As tourists and prostitutes are both real in themselves, but symbolic of the consequences of industrialisation and the later commodification of services and values associated with postmodernism, it may be advantageous to define some terms. As Turner (1982) notes, comparative symbology is narrower than semiotics but wider than symbolic anthropology. Semiotics incorporates three branches of study of the nature and relationships of signs in language, namely:
1 Syntactics – the formal relationship and organisation of signs and labels within language, the syntax of language.
2 Semantics – the relationship of signs and symbols to the things to which they refer.
3 Pragmatics – the relationship of signs and symbols with their users.
The concern of this analysis is not with the technical aspects, the syntactics involved with symbology, but with the relationships between users of touristic and sexual services. Its concerns lie with the symbols they represent within a wider society, the way in which they are represented by power structures within that society and the ways in which interactions between prostitutes and tourists are played out within these relationships of power and symbolism. It has already been stated that sex tourism within this analysis is perceived as an interaction between two marginal groups, tourists and sex workers, and thus this analysis develops that commenced by Ryan and Kinder (1996a, 1996b). They concluded that conventional descriptions of deviancy were not sufficient to explain either the behaviour of the tourist who sought the services of prostitutes, and neither do such concepts fully explain the role of the prostitute in contemporary society.
What then is meant by liminal or marginal people? Liminal people are threshold people existing betwixt and between. They exist in an ambiguous position between ‘positions assigned and arrayed by law, custom, convention, and ceremonial’ (Turner, 1969:95). Turner notes that liminal entities may be disguised, wearing only a strip of clothing, or even going naked among preindustrial societies, thereby signing that they have no status, property, or insignia. How pertinent is it that the tourist sunbathes with little clothing, and the discerning symbol of the prostitute is the short, figure-hugging mini-skirt and low-cut dress? Boyle describes the ‘work gear dictated by clients’ demands and the environment’. Writing about ‘Maria’ she says:
If she is street walking, she opts for either a red leather mini-dress and thigh-length boots or black four-inch stiletto-heeled shoes, stockings and suspenders. They are carefully positioned to show just below the dress or a black stretch skirt which barely skims her thighs. Accompanying the skirt will be a lacy, gravity-defying basque which attempts to encompass her magnificent bosom.
(1994:131)
In an earlier period Mayhew ([1851] 1999:416) draws our attention to the power of undress, dress and their significance as signifiers of the marginal. He cites one prostitute who says of herself, ‘I have good feet too, and as I find they attract attention, I always parade them. And I’ve hooked many a man by showing my ankle on a wet day.’ In the next paragraph Mayhew refers to ‘black silk cloaks or light grey mantles – many with silk paletots and wide skirts, extended by an ample crinoline’, but just as Odzer (1994) was to note a century and half later, a hierarchy existed wherein at the bottom in the Haymarket were ‘wornout prostitutes or other degraded women, some of them married, yet equally degraded in character (Mayhew, [1851] 1999:417).

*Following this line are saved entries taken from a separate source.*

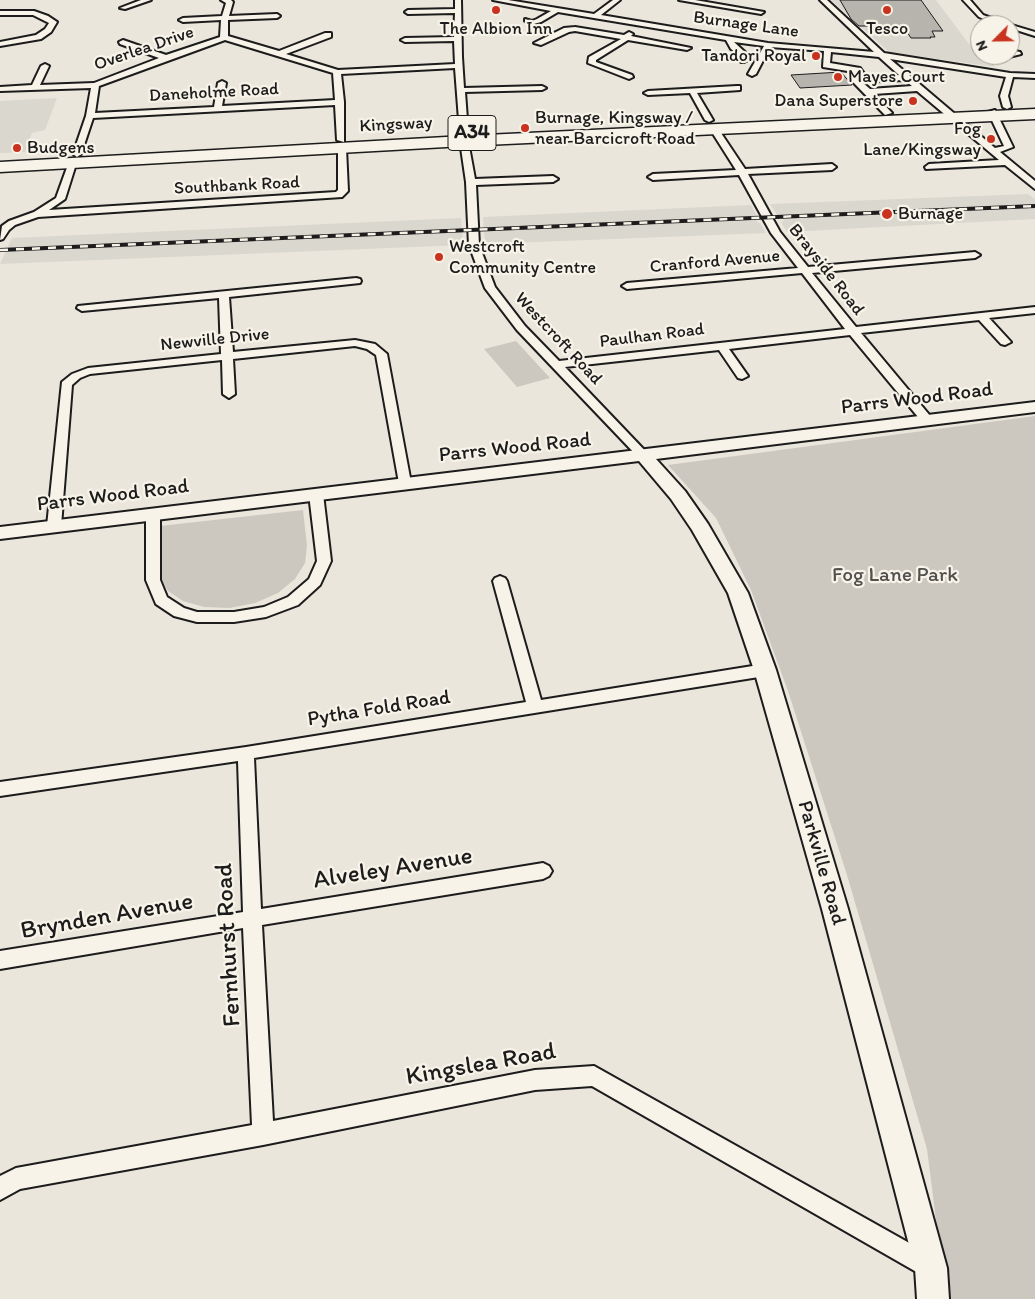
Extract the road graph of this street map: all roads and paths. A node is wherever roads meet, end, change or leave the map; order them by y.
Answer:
1 (148, 0) edge
2 (458, 0) edge
3 (496, 0) edge
4 (617, 0) edge
5 (682, 0) edge
6 (815, 0) edge
7 (824, 0) edge
8 (966, 0) edge
9 (230, 1) edge
10 (123, 8) dead end
11 (457, 11) junction
12 (556, 11) junction
13 (408, 12) dead end
14 (761, 12) dead end
15 (0, 13) edge
16 (980, 15) edge
17 (277, 16) dead end
18 (594, 18) junction
19 (225, 19) junction
20 (183, 20) dead end
21 (526, 20) dead end
22 (639, 25) junction
23 (1020, 31) edge
24 (1035, 34) edge
25 (328, 35) dead end
26 (625, 37) junction
27 (224, 38) junction
28 (457, 39) junction
29 (730, 39) junction
30 (405, 40) dead end
31 (123, 42) dead end
32 (868, 42) junction
33 (538, 43) dead end
34 (0, 44) edge
35 (768, 45) junction
36 (688, 48) dead end
37 (828, 49) junction
38 (845, 51) junction
39 (281, 53) junction
40 (882, 55) junction
41 (166, 58) junction
42 (744, 60) dead end
43 (45, 66) dead end
44 (459, 66) junction
45 (337, 72) junction
46 (752, 74) dead end
47 (1010, 75) junction
48 (1035, 76) edge
49 (629, 77) dead end
50 (907, 77) junction
51 (865, 80) junction
52 (222, 83) dead end
53 (95, 84) junction
54 (36, 87) junction
55 (542, 88) dead end
56 (736, 88) dead end
57 (920, 88) junction
58 (0, 89) edge
59 (460, 90) junction
60 (692, 90) junction
61 (867, 92) junction
62 (648, 93) dead end
63 (340, 102) junction
64 (1035, 106) edge
65 (217, 110) junction
66 (1035, 112) edge
67 (888, 113) junction
68 (949, 113) junction
69 (90, 116) junction
70 (837, 116) junction
71 (996, 118) junction
72 (711, 125) junction
73 (969, 130) junction
74 (979, 130) dead end
75 (464, 137) junction
76 (342, 144) junction
77 (992, 151) junction
78 (0, 158) edge
79 (74, 159) junction
80 (1006, 162) junction
81 (0, 167) edge
82 (832, 167) dead end
83 (929, 167) dead end
84 (742, 172) junction
85 (1035, 175) edge
86 (653, 176) dead end
87 (1023, 176) junction
88 (553, 179) dead end
89 (471, 182) junction
90 (1035, 186) edge
91 (60, 199) junction
92 (87, 211) junction
93 (38, 214) junction
94 (0, 237) edge
95 (975, 255) dead end
96 (806, 270) junction
97 (356, 281) dead end
98 (627, 286) dead end
99 (224, 294) junction
100 (82, 308) dead end
101 (1035, 310) edge
102 (981, 316) junction
103 (853, 331) junction
104 (1005, 342) dead end
105 (722, 345) junction
106 (228, 356) junction
107 (557, 365) junction
108 (742, 376) dead end
109 (229, 394) dead end
110 (1035, 407) edge
111 (927, 420) junction
112 (644, 456) junction
113 (405, 483) junction
114 (316, 494) junction
115 (153, 514) junction
116 (54, 526) junction
117 (0, 533) edge
118 (500, 581) dead end
119 (765, 670) junction
120 (535, 705) junction
121 (246, 752) junction
122 (0, 788) edge
123 (542, 870) dead end
124 (252, 918) junction
125 (0, 960) edge
126 (263, 1134) junction
127 (0, 1189) edge
128 (931, 1268) junction
129 (933, 1299) edge

1 - 10 street
2 - 11 street, Westcroft Road
3 - 12 street, Burnage Lane
4 - 18 street
5 - 14 street
6 - 7 street
7 - 32 street
8 - 16 street
9 - 19 street, Overlea Drive
11 - 13 street
11 - 28 street, Westcroft Road
12 - 18 street, Burnage Lane
12 - 21 street
15 - 34 street
17 - 19 street
18 - 22 street, Burnage Lane
19 - 20 street
19 - 27 street, Overlea Drive
22 - 26 street
22 - 29 street, Burnage Lane
23 - 24 street
25 - 39 street
26 - 33 street
26 - 36 street
26 - 49 street
27 - 39 street
27 - 41 street, Overlea Drive
28 - 30 street
28 - 44 street, Westcroft Road
29 - 35 street, Burnage Lane
29 - 42 street
31 - 41 street
32 - 38 street, Burnage Lane
32 - 40 street
35 - 37 street, Burnage Lane
35 - 46 street
37 - 38 street, Burnage Lane
37 - 51 street
38 - 40 street, Burnage Lane
39 - 45 street
40 - 47 street, Burnage Lane
40 - 50 street
41 - 53 street, Overlea Drive
43 - 54 street
44 - 45 street
44 - 59 street, Westcroft Road
45 - 63 street
47 - 48 street, Burnage Lane
47 - 71 street
50 - 51 street
50 - 57 street
51 - 61 street
52 - 65 street
53 - 54 street, Overlea Drive
53 - 69 street
54 - 58 street, Overlea Drive
55 - 59 street
56 - 60 street
57 - 61 street
57 - 68 street
59 - 75 street, Westcroft Road
60 - 62 street
60 - 72 street, Brayside Road
61 - 67 street
63 - 65 street, Daneholme Road
63 - 76 street
64 - 71 highway, Kingsway / A34
65 - 69 street, Daneholme Road
66 - 71 highway, Kingsway / A34
67 - 68 highway, Kingsway / A34
67 - 70 highway, Kingsway / A34
68 - 70 highway
68 - 71 highway, Kingsway / A34
68 - 72 highway, Kingsway / A34
68 - 73 street
69 - 79 street
70 - 72 highway, Kingsway / A34
71 - 77 street
72 - 75 highway, Kingsway / A34
72 - 84 street, Brayside Road
73 - 74 street
73 - 77 street
75 - 76 highway, Kingsway / A34
75 - 89 street, Westcroft Road
76 - 79 highway, Kingsway / A34
76 - 92 street, Southbank Road
77 - 80 street
78 - 79 highway, Kingsway / A34
79 - 81 highway, Kingsway / A34
79 - 91 street
80 - 83 street
80 - 87 street
82 - 84 street
84 - 86 street
84 - 96 street, Brayside Road
85 - 87 street
87 - 90 street
88 - 89 street
89 - 107 street, Westcroft Road
91 - 92 street, Southbank Road
91 - 93 street
92 - 93 street, Southbank Road
93 - 94 street
95 - 96 street, Cranford Avenue
96 - 98 street, Cranford Avenue
96 - 103 street, Brayside Road
97 - 99 street
99 - 100 street
99 - 106 street
101 - 102 street, Paulhan Road
102 - 103 street, Paulhan Road
102 - 104 street
103 - 105 street, Paulhan Road
103 - 111 street, Brayside Road
105 - 107 street, Paulhan Road
105 - 108 street, Paulhan Road
106 - 109 street
106 - 113 street, Newville Drive
106 - 116 street, Newville Drive
107 - 112 street, Westcroft Road
110 - 111 street, Parrs Wood Road
111 - 112 street, Parrs Wood Road
112 - 113 street, Parrs Wood Road
112 - 119 street, Parkville Road
113 - 114 street, Parrs Wood Road
114 - 115 street, Parrs Wood Road
114 - 115 street
115 - 116 street, Parrs Wood Road
116 - 117 street, Parrs Wood Road
118 - 120 street
119 - 120 street, Pytha Fold Road
119 - 128 street, Parkville Road
120 - 121 street, Pytha Fold Road
121 - 122 street, Pytha Fold Road
121 - 124 street, Fernhurst Road
123 - 124 street, Alveley Avenue
124 - 125 street, Brynden Avenue
124 - 126 street, Fernhurst Road
126 - 127 street, Kingslea Road
126 - 128 street, Kingslea Road
128 - 129 street, Parkville Road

Lodge (1992), in his novel, Paradise News, describes tourists dressed in shell suits and shorts – signs of being a tourist. Both representations are concerned with a display of the body and nakedness or near nakedness are involved. Yet, the realism of the display is that it is not the appearance of glamourised bodies seen in pin-up calendars. The short, the fat, and the skinny are revealed and both tourists and prostitute have to come to the truth of their bodily appearance even while both hide and display the body at the same time. Annie Sprinkle’s list of reasons as to why whores are heroes contains, at numbers 13 and 37, the reasons ‘Whores wear exciting clothes’ and ‘Whores are not ashamed to be naked’ (Sprinkle and Gates, 1997). Thus again the ambiguity, the dialectical tension of opposites is evident within this marginal behaviour. In conversation with the first author, Michelle, a former sex worker in New Zealand, commented that there were many ambiguities in the dress worn by prostitutes. The point of dressing was to enhance the body, but one dresses to become naked, but naked in a flattering environment. There is, she commented, ‘the sensuality of undressing – one dresses to undress’.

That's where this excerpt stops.